The Iranian presentation “was mainly a reworking of what they said in Moscow,” added the Western diplomat. The P5+1 delegates “insisted on a second plenary this afternoon … so that [Iran] can respond in the kind of detail that will enable us to make progress.”

Iran’s chief negotiator Saeed Jalili answered all P5+1 questions “in detail,” said Bagheri.

The proposal calls on Iran to take the first steps to stop its most sensitive nuclear work – uranium enriched to 20 percent, which is a few technical steps from bomb-grade – and to suspend work at a fortified underground facility at Fordow, near the city of Qom.

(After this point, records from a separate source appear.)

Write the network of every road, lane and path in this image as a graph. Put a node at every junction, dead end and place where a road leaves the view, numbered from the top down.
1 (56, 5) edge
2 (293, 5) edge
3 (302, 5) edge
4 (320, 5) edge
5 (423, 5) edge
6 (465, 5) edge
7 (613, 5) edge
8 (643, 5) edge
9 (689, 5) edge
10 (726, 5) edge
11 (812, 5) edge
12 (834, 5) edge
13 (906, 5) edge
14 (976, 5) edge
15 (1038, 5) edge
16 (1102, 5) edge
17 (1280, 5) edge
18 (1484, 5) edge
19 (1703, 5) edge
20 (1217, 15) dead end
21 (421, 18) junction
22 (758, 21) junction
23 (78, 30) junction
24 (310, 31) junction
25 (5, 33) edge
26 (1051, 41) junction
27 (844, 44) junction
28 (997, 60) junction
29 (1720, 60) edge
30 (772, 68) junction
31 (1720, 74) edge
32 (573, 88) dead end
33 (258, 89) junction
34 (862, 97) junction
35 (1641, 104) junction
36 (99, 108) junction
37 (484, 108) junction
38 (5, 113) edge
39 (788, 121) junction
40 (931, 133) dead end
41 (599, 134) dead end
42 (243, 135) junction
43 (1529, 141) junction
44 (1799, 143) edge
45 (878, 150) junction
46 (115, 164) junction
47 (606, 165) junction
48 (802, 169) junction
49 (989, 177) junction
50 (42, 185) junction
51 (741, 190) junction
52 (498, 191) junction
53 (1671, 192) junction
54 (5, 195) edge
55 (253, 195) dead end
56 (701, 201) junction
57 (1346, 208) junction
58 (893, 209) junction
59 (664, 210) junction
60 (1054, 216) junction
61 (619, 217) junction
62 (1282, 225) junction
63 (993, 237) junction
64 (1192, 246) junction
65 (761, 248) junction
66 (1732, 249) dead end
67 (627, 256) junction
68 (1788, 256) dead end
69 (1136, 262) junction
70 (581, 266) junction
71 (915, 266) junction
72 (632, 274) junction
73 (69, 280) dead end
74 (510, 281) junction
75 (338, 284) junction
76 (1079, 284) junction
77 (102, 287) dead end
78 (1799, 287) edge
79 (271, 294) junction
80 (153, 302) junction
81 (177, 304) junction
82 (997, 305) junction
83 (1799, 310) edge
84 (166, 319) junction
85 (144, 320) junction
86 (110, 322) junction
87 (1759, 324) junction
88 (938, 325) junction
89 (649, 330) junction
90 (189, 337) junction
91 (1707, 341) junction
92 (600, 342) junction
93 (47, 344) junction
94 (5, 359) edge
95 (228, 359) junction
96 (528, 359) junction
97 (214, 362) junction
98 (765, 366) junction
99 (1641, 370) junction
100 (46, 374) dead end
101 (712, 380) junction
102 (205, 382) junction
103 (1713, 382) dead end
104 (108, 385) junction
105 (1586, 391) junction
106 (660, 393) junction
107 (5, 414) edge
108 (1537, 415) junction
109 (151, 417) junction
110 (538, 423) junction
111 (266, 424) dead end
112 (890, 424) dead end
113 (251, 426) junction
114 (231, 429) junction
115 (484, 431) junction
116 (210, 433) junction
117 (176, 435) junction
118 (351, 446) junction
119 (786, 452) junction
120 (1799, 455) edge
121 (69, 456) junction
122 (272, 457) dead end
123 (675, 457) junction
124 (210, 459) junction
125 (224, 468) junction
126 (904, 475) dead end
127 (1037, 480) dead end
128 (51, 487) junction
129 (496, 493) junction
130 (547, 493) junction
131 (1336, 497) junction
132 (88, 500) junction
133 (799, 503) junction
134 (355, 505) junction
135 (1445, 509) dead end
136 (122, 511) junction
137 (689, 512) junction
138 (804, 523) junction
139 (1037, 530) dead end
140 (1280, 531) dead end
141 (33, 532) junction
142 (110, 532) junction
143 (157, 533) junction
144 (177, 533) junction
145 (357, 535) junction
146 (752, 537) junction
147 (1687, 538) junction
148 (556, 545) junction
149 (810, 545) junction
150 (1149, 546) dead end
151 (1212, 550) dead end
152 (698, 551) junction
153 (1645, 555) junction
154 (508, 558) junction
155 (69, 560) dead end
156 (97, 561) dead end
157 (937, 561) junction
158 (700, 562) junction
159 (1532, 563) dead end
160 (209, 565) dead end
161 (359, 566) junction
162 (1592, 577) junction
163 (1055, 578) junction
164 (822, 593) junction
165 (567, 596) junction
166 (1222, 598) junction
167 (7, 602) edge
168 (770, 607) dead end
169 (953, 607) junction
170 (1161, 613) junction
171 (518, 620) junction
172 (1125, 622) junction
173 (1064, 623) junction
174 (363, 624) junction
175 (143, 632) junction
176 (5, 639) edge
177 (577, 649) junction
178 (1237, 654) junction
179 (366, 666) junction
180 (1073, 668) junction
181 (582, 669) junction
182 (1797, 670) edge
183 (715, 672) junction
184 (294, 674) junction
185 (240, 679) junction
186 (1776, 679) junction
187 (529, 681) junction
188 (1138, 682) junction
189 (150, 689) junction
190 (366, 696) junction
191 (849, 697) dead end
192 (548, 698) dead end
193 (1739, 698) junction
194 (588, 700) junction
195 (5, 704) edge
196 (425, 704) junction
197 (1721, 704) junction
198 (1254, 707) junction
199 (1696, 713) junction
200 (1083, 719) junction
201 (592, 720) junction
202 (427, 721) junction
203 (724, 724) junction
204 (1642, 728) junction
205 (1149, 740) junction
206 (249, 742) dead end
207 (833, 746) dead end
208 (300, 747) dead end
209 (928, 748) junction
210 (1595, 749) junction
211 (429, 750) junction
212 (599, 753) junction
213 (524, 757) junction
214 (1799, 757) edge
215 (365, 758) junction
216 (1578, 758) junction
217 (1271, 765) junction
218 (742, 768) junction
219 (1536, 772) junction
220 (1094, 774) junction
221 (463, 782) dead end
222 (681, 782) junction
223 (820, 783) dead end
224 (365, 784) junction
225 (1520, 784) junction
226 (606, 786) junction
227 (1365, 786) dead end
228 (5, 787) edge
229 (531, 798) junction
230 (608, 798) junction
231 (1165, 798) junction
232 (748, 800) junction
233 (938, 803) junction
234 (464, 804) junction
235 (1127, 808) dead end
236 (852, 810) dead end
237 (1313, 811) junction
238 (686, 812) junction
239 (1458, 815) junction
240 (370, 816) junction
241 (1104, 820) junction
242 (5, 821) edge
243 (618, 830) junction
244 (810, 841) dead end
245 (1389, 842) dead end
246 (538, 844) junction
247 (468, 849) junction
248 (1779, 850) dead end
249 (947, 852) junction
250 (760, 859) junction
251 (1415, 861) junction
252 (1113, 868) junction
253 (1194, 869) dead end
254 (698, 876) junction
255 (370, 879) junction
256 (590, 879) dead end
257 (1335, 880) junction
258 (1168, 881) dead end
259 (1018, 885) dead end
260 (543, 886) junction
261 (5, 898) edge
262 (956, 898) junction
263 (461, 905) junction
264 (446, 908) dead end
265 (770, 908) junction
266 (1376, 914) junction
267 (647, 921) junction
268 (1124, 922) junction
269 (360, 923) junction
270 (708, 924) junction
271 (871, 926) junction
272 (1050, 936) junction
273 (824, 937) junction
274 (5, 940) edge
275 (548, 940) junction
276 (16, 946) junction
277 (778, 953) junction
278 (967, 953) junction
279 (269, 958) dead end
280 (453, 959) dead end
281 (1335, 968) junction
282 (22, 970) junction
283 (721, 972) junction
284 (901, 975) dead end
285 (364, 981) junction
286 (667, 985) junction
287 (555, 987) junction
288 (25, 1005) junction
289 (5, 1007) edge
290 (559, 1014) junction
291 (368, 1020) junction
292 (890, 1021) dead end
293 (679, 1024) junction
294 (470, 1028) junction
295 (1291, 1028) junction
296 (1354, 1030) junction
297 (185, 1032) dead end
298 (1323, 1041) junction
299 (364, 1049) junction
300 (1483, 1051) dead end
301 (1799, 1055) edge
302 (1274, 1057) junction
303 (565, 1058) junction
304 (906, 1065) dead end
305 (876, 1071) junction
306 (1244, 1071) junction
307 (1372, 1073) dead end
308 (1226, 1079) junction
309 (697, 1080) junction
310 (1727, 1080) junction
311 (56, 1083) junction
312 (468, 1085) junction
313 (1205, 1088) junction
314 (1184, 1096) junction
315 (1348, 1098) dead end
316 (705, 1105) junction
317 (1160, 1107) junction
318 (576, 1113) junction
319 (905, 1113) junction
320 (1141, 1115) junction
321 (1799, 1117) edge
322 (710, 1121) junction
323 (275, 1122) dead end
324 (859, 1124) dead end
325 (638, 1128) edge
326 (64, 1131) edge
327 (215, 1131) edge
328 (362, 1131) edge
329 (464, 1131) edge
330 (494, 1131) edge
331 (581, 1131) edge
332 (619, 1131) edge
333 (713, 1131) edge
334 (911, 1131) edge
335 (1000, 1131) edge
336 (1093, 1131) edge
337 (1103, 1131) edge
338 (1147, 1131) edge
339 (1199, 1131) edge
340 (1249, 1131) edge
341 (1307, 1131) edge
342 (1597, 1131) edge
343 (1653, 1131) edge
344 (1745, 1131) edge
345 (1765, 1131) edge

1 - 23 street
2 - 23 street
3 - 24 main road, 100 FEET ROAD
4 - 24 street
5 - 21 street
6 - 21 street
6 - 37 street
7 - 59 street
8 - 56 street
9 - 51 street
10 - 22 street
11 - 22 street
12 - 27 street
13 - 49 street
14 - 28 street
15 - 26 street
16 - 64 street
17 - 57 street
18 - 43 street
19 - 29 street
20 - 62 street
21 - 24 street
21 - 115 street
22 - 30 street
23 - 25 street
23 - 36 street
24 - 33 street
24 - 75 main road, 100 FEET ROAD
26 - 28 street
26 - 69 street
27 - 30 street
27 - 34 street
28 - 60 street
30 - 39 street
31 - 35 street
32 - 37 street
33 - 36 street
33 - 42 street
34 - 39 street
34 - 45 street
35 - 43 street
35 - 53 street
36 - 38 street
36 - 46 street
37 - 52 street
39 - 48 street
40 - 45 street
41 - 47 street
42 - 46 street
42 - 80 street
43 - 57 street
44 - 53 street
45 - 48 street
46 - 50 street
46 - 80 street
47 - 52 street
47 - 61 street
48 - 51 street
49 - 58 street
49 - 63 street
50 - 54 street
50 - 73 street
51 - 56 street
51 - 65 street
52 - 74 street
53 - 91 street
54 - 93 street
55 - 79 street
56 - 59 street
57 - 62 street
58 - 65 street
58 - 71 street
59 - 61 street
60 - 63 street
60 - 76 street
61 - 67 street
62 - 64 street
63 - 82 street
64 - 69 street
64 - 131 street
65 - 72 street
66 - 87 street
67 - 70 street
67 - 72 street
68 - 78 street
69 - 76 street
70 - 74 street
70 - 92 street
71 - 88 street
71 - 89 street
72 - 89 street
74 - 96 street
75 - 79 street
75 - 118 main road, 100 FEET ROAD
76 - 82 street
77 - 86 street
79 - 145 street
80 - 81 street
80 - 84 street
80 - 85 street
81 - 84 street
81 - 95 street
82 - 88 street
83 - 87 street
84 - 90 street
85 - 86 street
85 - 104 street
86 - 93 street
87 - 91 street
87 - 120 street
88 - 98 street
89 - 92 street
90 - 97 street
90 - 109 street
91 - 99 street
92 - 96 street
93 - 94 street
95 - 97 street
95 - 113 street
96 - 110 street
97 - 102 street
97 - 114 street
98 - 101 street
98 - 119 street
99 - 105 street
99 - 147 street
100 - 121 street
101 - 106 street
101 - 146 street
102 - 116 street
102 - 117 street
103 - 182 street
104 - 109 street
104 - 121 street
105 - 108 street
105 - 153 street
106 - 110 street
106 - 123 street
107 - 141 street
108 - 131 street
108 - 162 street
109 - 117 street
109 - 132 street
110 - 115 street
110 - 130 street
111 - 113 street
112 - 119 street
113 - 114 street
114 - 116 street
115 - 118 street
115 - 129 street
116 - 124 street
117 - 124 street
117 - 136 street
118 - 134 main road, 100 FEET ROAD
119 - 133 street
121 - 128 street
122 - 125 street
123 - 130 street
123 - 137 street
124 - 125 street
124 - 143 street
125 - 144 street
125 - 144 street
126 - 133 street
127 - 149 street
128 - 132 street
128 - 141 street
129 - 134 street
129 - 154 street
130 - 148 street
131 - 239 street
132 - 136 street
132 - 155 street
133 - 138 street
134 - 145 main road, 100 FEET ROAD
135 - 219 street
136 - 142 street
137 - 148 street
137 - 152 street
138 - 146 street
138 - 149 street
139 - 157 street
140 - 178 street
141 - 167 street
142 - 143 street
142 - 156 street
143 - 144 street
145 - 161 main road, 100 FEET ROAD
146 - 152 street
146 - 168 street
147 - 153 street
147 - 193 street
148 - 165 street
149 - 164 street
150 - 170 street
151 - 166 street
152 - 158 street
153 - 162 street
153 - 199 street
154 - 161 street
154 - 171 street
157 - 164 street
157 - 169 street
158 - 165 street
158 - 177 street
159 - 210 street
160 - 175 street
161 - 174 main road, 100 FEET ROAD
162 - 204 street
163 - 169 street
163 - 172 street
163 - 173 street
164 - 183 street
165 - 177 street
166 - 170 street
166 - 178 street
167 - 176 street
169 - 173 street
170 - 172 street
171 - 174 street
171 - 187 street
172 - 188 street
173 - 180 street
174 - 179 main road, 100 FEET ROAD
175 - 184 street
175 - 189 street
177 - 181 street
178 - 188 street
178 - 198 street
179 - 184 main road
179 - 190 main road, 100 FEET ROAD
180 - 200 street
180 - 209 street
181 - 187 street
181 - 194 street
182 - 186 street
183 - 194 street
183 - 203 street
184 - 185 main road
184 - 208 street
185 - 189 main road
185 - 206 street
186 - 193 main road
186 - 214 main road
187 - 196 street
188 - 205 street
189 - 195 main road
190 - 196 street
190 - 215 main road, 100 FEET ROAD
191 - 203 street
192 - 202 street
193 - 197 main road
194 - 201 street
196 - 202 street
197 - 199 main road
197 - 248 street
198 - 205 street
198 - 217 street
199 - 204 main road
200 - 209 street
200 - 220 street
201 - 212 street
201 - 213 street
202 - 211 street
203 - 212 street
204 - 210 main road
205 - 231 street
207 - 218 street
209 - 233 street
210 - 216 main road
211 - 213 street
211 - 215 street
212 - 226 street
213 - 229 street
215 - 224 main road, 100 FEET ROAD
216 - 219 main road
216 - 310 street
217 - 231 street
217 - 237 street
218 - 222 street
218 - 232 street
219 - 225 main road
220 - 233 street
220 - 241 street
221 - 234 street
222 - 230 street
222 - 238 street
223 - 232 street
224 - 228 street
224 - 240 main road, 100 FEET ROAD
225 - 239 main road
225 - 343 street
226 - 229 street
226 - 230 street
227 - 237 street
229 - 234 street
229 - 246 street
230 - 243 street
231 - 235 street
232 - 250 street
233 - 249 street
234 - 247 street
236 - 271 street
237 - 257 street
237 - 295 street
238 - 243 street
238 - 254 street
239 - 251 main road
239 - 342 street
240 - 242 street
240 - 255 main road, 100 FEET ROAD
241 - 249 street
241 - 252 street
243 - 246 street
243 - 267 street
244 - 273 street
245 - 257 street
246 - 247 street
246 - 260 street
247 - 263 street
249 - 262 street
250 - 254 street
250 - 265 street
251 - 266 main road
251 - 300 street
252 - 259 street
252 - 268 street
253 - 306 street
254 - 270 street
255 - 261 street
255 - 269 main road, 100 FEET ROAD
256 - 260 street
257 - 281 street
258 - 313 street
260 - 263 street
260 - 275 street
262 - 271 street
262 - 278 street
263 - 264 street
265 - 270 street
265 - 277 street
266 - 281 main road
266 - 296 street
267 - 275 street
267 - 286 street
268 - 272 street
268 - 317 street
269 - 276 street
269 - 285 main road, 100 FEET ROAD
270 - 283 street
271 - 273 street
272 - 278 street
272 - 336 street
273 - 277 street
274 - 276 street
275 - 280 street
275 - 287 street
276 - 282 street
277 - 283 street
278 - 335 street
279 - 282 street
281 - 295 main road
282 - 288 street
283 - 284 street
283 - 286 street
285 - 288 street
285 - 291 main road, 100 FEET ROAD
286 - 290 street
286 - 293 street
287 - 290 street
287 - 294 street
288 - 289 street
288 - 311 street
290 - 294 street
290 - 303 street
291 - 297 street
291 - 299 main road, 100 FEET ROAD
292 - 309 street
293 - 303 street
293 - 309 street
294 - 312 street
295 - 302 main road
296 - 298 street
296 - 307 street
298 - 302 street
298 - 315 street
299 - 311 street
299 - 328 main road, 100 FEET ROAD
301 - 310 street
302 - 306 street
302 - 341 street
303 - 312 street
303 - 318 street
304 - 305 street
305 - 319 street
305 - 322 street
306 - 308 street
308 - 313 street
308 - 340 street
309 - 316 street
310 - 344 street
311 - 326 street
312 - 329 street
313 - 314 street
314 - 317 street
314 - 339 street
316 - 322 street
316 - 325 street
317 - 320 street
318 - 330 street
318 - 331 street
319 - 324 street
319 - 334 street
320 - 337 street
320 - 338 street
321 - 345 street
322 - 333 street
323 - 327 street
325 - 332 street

Only after those steps are taken by Iran, according to a version of the proposal seen by The Christian Science Monitor, would sanctions be eased on gold and precious metal dealings, and petrochemical exports. Far more painful US and European sanctions against Iran’s oil exports and central bank would remain untouched.

Though some Iranian officials have said that proposal had “no balance,” others have issued positive statements.

Iran’s chief negotiator Saeed Jalili, on the eve of the Almaty II talks, repeated that one of Iran’s top priorities – alongside lifting of sanctions – was recognition that Iran had the “right” to enrich uranium for peaceful purposes, as a signatory to the Nuclear Non-Proliferation Treaty.

“We think our talks tomorrow can go forward with one word. That is the acceptance of the rights of Iran, particularly the right to enrichment,” he said at a university in Almaty, according to Reuters.

While those words raised red flags with Iran analysts – Iran insisted that that right and sanctions be lifted as a precondition for further discussion at initial talks in Istanbul in January 2012 – an Iranian official said today Mr. Jalili’s comments did not amount to a precondition in Almaty.